Thursday, August 06, 2015
Is Thunderstrike 2 still a threat despite Apple patch?
Thunderstrike shook the Apple fraternity earlier in the year when it claimed to be able to exploit a vulnerability in the 'Option ROM' to infect any Mac if an exploited Thunderbolt accessory was connected at boot. That Mac could then infect other Thunderbolt accessories, and so the circle continues. This was patched in OS X 10.10.2, or so it seemed until Thunderstrike 2 emerged from the shadows.

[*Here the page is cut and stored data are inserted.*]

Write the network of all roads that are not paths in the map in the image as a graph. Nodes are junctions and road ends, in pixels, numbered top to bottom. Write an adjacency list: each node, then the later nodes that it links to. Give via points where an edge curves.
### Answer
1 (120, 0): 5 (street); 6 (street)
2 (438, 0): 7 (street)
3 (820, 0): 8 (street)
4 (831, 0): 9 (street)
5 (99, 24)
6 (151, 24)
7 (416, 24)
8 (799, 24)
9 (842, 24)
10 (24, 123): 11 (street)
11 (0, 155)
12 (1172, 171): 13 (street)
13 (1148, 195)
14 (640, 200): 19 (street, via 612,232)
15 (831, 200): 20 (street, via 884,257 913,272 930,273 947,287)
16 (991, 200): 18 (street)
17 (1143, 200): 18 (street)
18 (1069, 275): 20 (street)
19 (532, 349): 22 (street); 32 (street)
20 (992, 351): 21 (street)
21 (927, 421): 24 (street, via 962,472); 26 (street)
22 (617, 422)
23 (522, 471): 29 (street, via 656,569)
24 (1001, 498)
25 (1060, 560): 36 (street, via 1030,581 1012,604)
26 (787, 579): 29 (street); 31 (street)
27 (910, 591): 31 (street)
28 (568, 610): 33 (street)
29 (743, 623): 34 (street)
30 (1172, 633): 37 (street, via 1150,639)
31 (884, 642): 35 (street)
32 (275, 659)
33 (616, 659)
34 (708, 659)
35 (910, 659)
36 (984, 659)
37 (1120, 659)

Trammell Hudson, along with two other researchers, then discovered what they call Thunderstrike 2 which adds a virus into the modified Option ROM firmware which they call a 'firmworm' – a rootkit that uses Thunderbolt hardware to infect Mac firmware and then spread by way of email and infected websites. According to Trammell Hudson, Thunderstrike 2 was only partially fixed with the release of the Max EFI Security Update 2015-001 in June. What this means, Hudson says, is that systems running OS X 10.10.4 and higher are "no longer trivially vulnerable" which has to be a good thing. A better thing would be that they were not vulnerable at all, especially when you consider that your average bad guy is not beyond the rolling up of sleeves to get at the booty! With the latest patch applied, it's still possible for Thunderstrike 2 to write to option ROMs and spread to new machines, as well as to persist in the S3 resume script until the next full reboot.